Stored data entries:
· · · · · · ·
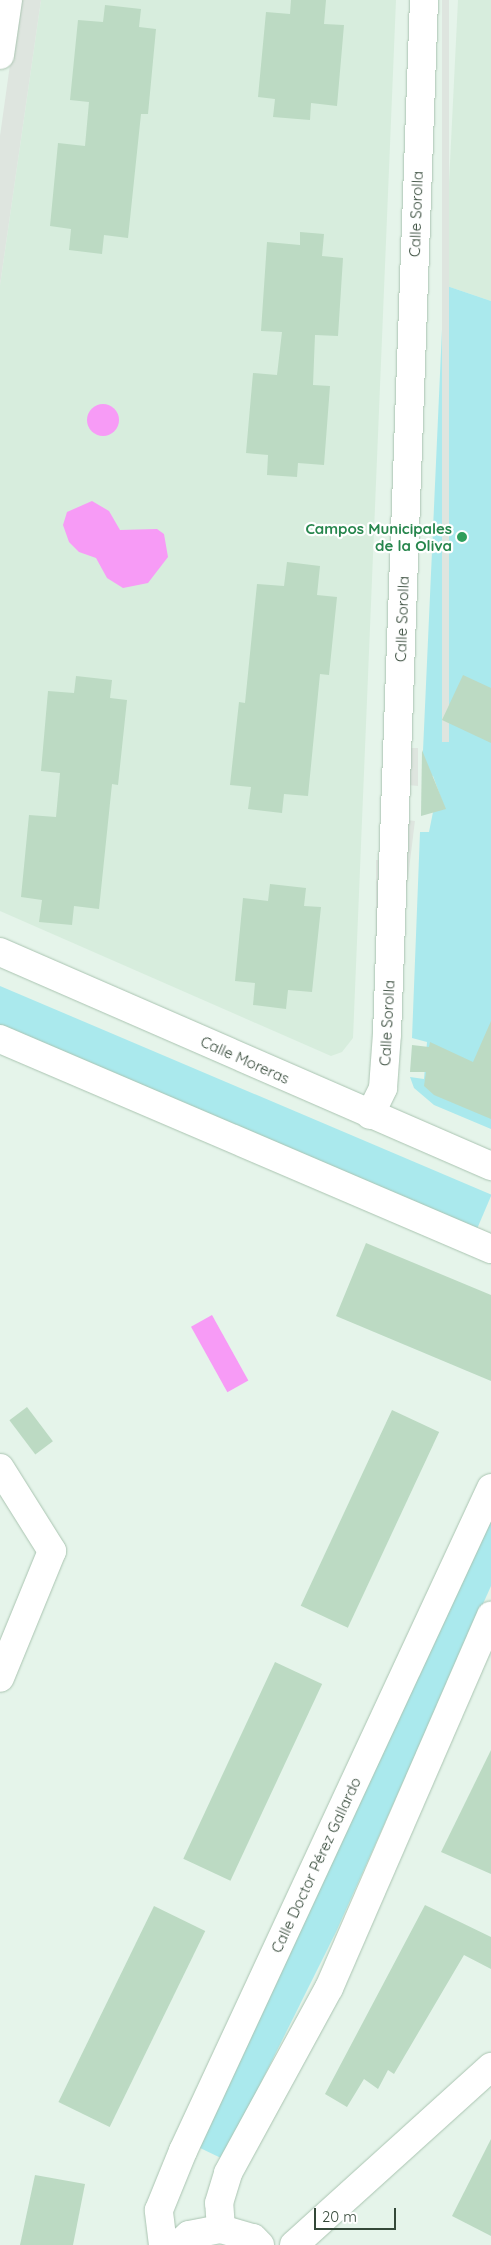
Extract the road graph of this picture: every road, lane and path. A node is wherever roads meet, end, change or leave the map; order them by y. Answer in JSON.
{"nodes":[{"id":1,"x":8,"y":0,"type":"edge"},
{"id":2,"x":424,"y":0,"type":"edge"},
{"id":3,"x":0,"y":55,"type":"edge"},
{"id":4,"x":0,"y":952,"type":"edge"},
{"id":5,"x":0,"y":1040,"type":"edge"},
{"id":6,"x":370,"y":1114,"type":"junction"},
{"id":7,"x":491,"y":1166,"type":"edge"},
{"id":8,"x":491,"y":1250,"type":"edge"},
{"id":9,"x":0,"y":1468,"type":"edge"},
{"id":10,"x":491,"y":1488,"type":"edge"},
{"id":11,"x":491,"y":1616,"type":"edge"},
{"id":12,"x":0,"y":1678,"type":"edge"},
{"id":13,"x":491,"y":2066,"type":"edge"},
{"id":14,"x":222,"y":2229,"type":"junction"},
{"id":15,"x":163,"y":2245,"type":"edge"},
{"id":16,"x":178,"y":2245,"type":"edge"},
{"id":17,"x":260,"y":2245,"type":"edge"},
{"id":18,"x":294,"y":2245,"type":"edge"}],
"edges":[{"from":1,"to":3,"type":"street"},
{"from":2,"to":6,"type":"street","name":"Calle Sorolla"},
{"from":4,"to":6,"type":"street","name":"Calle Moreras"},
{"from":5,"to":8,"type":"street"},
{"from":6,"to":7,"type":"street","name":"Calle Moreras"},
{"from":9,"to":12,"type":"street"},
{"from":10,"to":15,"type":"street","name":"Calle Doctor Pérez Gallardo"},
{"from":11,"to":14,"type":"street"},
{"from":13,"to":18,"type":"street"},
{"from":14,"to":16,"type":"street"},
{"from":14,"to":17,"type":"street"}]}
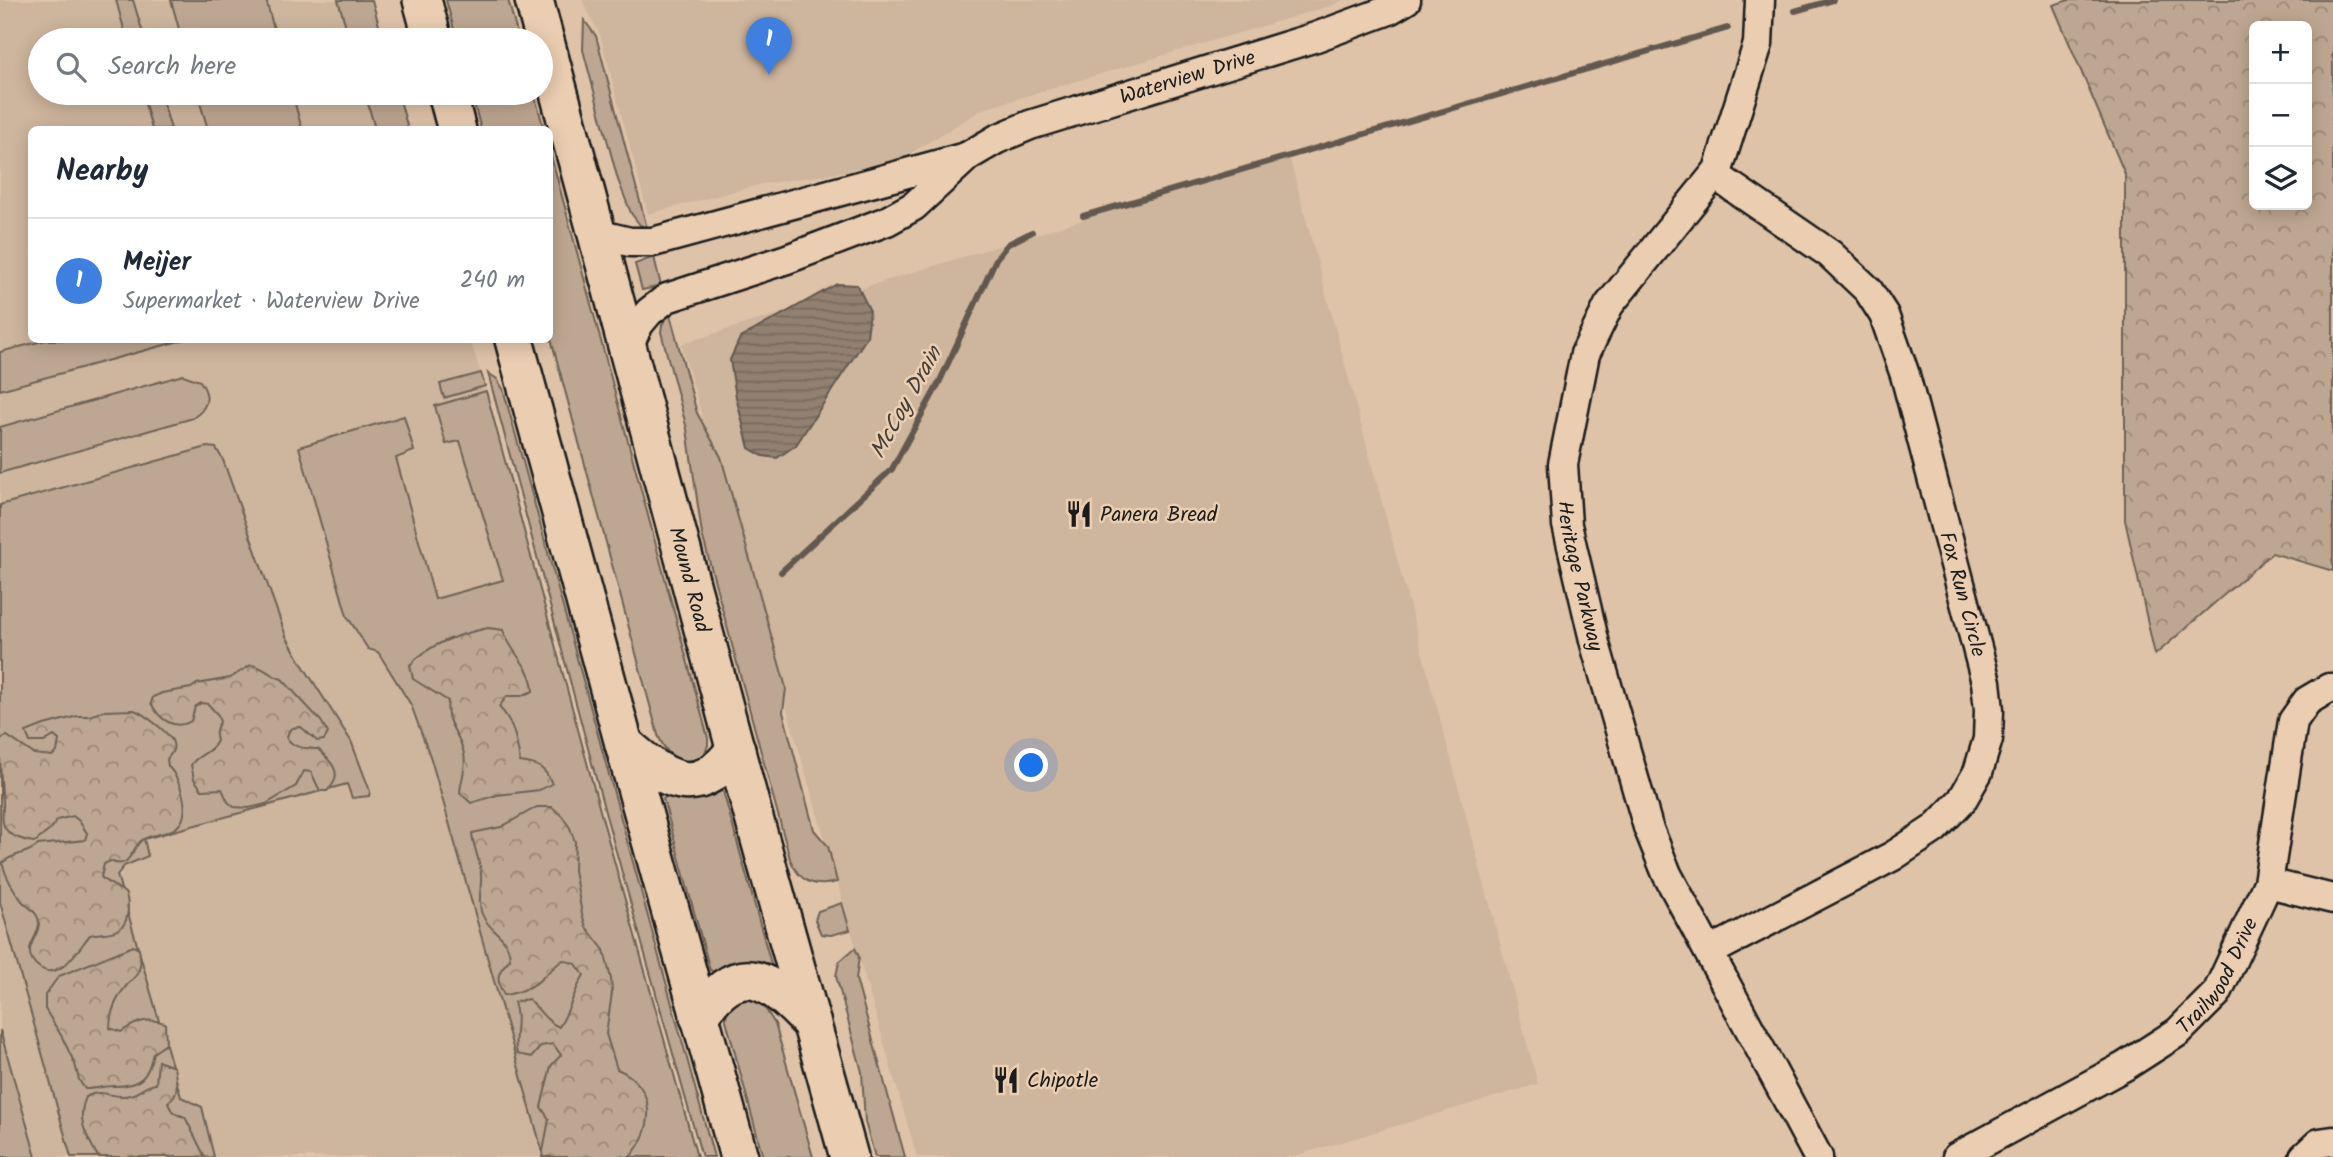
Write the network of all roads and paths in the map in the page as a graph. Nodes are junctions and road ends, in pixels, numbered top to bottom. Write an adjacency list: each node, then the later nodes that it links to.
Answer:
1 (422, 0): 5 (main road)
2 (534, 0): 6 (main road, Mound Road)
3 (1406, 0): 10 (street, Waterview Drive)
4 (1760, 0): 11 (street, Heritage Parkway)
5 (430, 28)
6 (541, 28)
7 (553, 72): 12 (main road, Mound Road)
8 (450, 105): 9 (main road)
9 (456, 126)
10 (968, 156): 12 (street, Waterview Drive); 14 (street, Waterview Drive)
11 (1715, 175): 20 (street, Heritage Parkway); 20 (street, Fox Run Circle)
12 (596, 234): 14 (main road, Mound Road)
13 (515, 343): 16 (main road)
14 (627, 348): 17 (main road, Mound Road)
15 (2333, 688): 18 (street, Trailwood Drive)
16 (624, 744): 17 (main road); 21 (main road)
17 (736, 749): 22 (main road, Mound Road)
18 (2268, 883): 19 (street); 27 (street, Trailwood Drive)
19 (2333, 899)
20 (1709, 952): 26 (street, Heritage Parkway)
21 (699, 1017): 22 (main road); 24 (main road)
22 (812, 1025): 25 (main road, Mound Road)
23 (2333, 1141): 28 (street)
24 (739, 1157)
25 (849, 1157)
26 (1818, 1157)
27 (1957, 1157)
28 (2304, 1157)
· · · · · · ·
For each line above that contains the word "Moreras", make a copy.

{"from":4,"to":6,"type":"street","name":"Calle Moreras"},
{"from":6,"to":7,"type":"street","name":"Calle Moreras"},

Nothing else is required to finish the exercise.